▸ RECORDS SUPPLIED:

■ ■ ■ ■

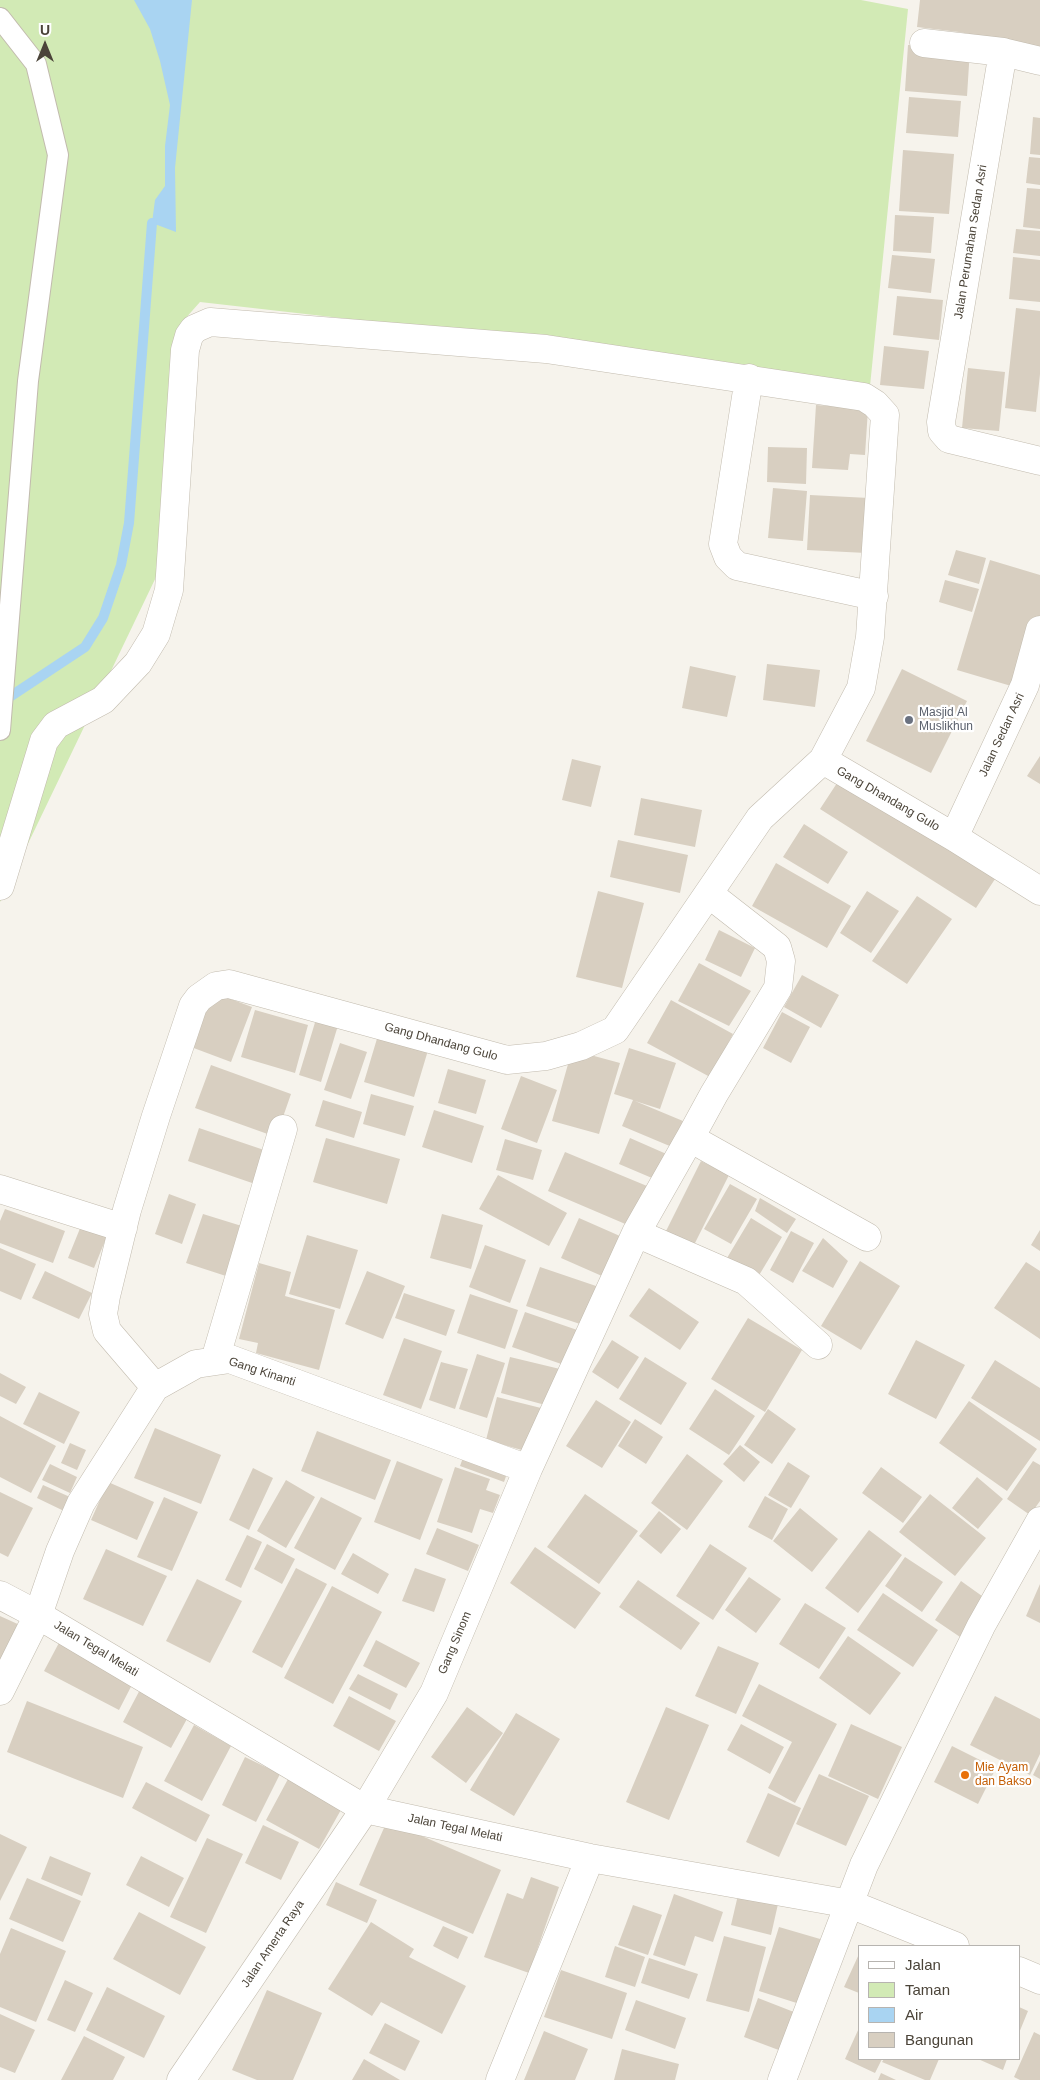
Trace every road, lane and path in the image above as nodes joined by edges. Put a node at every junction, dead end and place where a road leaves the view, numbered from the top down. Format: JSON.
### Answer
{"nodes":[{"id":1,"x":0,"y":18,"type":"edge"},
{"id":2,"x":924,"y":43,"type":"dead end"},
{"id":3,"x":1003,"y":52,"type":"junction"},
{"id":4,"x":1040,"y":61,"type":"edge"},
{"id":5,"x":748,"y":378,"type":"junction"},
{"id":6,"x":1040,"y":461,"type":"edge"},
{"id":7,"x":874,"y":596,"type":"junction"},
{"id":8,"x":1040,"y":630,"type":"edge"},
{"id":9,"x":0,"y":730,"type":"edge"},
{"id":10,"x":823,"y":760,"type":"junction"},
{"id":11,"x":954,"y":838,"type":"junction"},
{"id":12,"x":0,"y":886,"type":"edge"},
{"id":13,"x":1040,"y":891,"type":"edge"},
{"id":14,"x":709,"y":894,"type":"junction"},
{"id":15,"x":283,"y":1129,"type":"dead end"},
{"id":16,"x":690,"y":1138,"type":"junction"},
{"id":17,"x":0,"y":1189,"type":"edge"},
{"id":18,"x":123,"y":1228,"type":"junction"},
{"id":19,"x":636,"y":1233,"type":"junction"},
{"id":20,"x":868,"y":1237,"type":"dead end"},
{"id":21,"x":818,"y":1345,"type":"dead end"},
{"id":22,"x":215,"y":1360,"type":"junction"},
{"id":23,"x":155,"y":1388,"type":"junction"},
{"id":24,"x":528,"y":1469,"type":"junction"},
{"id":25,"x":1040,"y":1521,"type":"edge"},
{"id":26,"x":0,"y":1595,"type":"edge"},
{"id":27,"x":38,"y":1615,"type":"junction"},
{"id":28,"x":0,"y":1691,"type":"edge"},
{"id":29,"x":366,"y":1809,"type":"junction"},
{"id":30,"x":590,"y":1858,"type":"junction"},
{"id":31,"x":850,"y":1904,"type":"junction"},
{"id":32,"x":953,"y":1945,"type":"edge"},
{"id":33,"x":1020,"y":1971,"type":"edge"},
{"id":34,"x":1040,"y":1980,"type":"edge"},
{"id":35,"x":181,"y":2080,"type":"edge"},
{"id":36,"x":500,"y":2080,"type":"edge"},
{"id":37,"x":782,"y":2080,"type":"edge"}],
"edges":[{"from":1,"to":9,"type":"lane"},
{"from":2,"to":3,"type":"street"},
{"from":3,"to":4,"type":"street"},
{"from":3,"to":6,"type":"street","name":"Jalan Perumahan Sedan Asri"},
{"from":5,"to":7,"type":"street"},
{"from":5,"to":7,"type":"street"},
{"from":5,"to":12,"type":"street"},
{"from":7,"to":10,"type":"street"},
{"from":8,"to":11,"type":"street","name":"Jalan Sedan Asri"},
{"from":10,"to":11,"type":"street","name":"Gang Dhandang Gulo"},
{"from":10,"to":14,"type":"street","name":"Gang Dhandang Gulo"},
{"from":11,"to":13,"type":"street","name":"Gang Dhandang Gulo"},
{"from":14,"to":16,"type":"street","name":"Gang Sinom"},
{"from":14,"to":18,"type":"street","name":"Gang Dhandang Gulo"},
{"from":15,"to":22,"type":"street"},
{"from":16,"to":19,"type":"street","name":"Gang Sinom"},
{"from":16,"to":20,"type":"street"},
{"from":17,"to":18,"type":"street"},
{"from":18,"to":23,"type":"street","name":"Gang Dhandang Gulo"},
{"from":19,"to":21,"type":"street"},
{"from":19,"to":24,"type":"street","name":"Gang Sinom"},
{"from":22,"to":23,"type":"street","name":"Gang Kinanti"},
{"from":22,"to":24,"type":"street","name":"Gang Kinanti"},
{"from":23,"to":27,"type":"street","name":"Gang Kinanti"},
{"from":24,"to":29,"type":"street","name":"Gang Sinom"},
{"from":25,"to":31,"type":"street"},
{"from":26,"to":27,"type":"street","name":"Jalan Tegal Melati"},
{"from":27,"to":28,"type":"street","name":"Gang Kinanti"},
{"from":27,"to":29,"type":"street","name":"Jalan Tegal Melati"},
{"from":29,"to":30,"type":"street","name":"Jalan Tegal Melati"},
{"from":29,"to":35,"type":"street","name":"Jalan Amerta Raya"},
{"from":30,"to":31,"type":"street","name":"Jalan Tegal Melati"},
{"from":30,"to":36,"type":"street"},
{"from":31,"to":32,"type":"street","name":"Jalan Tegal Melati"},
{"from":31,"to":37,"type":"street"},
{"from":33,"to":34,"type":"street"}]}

■ ■ ■ ■

Print all of the material exactly. Omit pictures.

Trace every road, lane and path in the image above as nodes joined by edges. Put a node at every junction, dead end and place where a road leaves the view, numbered from the top down. Format: JSON.
### Answer
{"nodes":[{"id":1,"x":0,"y":18,"type":"edge"},
{"id":2,"x":924,"y":43,"type":"dead end"},
{"id":3,"x":1003,"y":52,"type":"junction"},
{"id":4,"x":1040,"y":61,"type":"edge"},
{"id":5,"x":748,"y":378,"type":"junction"},
{"id":6,"x":1040,"y":461,"type":"edge"},
{"id":7,"x":874,"y":596,"type":"junction"},
{"id":8,"x":1040,"y":630,"type":"edge"},
{"id":9,"x":0,"y":730,"type":"edge"},
{"id":10,"x":823,"y":760,"type":"junction"},
{"id":11,"x":954,"y":838,"type":"junction"},
{"id":12,"x":0,"y":886,"type":"edge"},
{"id":13,"x":1040,"y":891,"type":"edge"},
{"id":14,"x":709,"y":894,"type":"junction"},
{"id":15,"x":283,"y":1129,"type":"dead end"},
{"id":16,"x":690,"y":1138,"type":"junction"},
{"id":17,"x":0,"y":1189,"type":"edge"},
{"id":18,"x":123,"y":1228,"type":"junction"},
{"id":19,"x":636,"y":1233,"type":"junction"},
{"id":20,"x":868,"y":1237,"type":"dead end"},
{"id":21,"x":818,"y":1345,"type":"dead end"},
{"id":22,"x":215,"y":1360,"type":"junction"},
{"id":23,"x":155,"y":1388,"type":"junction"},
{"id":24,"x":528,"y":1469,"type":"junction"},
{"id":25,"x":1040,"y":1521,"type":"edge"},
{"id":26,"x":0,"y":1595,"type":"edge"},
{"id":27,"x":38,"y":1615,"type":"junction"},
{"id":28,"x":0,"y":1691,"type":"edge"},
{"id":29,"x":366,"y":1809,"type":"junction"},
{"id":30,"x":590,"y":1858,"type":"junction"},
{"id":31,"x":850,"y":1904,"type":"junction"},
{"id":32,"x":953,"y":1945,"type":"edge"},
{"id":33,"x":1020,"y":1971,"type":"edge"},
{"id":34,"x":1040,"y":1980,"type":"edge"},
{"id":35,"x":181,"y":2080,"type":"edge"},
{"id":36,"x":500,"y":2080,"type":"edge"},
{"id":37,"x":782,"y":2080,"type":"edge"}],
"edges":[{"from":1,"to":9,"type":"lane"},
{"from":2,"to":3,"type":"street"},
{"from":3,"to":4,"type":"street"},
{"from":3,"to":6,"type":"street","name":"Jalan Perumahan Sedan Asri"},
{"from":5,"to":7,"type":"street"},
{"from":5,"to":7,"type":"street"},
{"from":5,"to":12,"type":"street"},
{"from":7,"to":10,"type":"street"},
{"from":8,"to":11,"type":"street","name":"Jalan Sedan Asri"},
{"from":10,"to":11,"type":"street","name":"Gang Dhandang Gulo"},
{"from":10,"to":14,"type":"street","name":"Gang Dhandang Gulo"},
{"from":11,"to":13,"type":"street","name":"Gang Dhandang Gulo"},
{"from":14,"to":16,"type":"street","name":"Gang Sinom"},
{"from":14,"to":18,"type":"street","name":"Gang Dhandang Gulo"},
{"from":15,"to":22,"type":"street"},
{"from":16,"to":19,"type":"street","name":"Gang Sinom"},
{"from":16,"to":20,"type":"street"},
{"from":17,"to":18,"type":"street"},
{"from":18,"to":23,"type":"street","name":"Gang Dhandang Gulo"},
{"from":19,"to":21,"type":"street"},
{"from":19,"to":24,"type":"street","name":"Gang Sinom"},
{"from":22,"to":23,"type":"street","name":"Gang Kinanti"},
{"from":22,"to":24,"type":"street","name":"Gang Kinanti"},
{"from":23,"to":27,"type":"street","name":"Gang Kinanti"},
{"from":24,"to":29,"type":"street","name":"Gang Sinom"},
{"from":25,"to":31,"type":"street"},
{"from":26,"to":27,"type":"street","name":"Jalan Tegal Melati"},
{"from":27,"to":28,"type":"street","name":"Gang Kinanti"},
{"from":27,"to":29,"type":"street","name":"Jalan Tegal Melati"},
{"from":29,"to":30,"type":"street","name":"Jalan Tegal Melati"},
{"from":29,"to":35,"type":"street","name":"Jalan Amerta Raya"},
{"from":30,"to":31,"type":"street","name":"Jalan Tegal Melati"},
{"from":30,"to":36,"type":"street"},
{"from":31,"to":32,"type":"street","name":"Jalan Tegal Melati"},
{"from":31,"to":37,"type":"street"},
{"from":33,"to":34,"type":"street"}]}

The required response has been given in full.